**Task requirements:**
All lines from the entries below that contain the string "Langley" should be copied out.
[[ The data open ]]
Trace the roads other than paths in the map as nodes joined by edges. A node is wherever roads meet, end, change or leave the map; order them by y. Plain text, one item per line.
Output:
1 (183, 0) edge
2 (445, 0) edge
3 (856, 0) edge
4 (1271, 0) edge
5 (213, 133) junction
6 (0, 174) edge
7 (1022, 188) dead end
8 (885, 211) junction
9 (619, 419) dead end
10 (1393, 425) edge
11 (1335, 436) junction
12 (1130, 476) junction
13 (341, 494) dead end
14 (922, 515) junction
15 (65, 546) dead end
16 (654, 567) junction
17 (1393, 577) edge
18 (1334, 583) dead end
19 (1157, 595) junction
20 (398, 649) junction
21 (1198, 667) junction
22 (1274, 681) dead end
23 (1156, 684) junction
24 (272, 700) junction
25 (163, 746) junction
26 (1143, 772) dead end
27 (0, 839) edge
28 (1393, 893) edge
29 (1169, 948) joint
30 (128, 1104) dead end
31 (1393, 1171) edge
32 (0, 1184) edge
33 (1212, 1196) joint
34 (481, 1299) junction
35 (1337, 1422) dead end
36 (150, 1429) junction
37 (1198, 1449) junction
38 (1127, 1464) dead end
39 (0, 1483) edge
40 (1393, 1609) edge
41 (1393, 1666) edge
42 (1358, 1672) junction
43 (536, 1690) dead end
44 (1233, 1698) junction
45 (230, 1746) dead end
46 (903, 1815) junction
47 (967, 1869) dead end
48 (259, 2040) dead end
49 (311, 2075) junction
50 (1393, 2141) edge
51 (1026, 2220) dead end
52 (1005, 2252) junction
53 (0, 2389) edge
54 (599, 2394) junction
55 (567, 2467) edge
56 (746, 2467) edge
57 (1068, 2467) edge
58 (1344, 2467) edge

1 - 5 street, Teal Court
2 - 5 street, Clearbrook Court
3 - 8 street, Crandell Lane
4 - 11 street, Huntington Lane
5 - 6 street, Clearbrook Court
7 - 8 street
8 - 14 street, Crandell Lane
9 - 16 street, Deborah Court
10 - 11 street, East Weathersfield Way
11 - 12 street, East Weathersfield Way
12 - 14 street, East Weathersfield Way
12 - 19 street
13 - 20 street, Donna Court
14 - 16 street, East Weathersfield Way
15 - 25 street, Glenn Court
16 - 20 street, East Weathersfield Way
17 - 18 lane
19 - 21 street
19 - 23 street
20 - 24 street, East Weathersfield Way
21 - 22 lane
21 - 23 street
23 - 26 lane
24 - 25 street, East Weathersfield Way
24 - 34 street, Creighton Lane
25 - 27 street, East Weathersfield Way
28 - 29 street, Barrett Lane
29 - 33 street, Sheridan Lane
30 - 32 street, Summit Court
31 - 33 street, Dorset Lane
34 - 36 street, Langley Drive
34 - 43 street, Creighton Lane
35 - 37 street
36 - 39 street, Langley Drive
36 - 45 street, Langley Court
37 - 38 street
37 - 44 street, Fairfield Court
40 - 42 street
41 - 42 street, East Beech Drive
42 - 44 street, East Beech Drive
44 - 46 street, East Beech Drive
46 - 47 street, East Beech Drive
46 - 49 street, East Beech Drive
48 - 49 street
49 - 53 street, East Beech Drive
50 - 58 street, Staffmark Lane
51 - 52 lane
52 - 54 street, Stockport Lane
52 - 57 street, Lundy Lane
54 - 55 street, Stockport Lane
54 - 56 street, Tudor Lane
[[ The data closed ]]
**Reply to the exercise:**
34 - 36 street, Langley Drive
36 - 39 street, Langley Drive
36 - 45 street, Langley Court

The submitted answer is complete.